== Segment start ==

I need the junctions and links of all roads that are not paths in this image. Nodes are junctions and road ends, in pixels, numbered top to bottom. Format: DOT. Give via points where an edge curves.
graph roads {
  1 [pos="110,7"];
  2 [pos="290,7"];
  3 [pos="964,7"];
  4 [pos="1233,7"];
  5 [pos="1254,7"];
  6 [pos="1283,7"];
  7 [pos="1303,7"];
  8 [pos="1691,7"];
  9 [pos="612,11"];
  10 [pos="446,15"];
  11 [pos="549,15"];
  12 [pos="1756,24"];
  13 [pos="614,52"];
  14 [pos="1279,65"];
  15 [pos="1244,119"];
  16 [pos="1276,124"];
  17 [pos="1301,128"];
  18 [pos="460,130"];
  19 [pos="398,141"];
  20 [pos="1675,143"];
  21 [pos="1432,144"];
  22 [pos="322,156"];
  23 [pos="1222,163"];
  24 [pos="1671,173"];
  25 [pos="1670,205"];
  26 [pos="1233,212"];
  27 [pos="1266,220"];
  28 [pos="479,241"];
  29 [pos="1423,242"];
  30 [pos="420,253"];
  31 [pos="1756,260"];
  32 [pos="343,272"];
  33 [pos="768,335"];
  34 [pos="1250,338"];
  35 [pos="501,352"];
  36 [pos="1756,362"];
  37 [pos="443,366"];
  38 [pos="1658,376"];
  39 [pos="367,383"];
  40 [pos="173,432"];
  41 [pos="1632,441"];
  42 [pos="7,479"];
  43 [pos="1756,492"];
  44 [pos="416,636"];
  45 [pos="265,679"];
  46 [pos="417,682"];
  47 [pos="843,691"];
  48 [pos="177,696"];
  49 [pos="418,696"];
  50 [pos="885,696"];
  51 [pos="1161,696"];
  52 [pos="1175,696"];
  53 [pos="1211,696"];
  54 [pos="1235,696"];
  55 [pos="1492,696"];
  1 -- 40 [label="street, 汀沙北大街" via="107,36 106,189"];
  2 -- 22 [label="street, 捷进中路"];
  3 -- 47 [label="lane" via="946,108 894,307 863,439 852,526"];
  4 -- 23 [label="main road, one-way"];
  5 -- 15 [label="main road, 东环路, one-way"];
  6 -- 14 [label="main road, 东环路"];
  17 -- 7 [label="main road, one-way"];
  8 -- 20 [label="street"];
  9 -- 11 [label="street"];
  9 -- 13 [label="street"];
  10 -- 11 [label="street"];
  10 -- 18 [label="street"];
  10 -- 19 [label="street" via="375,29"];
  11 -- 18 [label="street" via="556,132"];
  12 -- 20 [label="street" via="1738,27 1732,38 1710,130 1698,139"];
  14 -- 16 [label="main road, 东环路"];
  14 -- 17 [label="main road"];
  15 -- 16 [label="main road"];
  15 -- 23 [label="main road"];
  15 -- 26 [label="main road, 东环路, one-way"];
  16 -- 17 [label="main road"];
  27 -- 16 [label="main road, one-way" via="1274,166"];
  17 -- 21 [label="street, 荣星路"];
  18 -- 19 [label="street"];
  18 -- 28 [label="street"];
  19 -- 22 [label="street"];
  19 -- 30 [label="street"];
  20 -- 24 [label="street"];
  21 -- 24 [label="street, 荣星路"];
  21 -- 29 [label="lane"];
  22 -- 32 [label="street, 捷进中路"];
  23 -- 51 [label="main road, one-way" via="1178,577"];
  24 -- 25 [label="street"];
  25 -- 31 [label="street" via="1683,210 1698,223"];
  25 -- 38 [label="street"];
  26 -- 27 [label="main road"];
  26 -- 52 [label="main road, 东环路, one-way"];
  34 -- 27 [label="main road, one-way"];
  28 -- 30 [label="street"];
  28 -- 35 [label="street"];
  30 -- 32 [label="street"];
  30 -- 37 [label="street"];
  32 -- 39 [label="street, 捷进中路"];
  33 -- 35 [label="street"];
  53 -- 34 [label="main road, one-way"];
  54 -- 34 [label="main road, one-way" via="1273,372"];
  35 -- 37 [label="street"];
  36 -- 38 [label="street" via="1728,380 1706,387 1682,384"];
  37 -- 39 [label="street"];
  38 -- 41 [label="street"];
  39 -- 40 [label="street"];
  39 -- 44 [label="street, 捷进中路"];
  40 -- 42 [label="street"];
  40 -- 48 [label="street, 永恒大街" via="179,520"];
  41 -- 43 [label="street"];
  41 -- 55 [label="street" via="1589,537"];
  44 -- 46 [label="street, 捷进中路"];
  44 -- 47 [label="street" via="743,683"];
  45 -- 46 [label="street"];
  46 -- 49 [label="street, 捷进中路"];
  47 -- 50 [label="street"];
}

== Segment end ==

**EXERCISE:** Provide the count of lines in the records above that hold the word "捷进中路", with no other text.

**ANSWER TO THIS TASK:** 6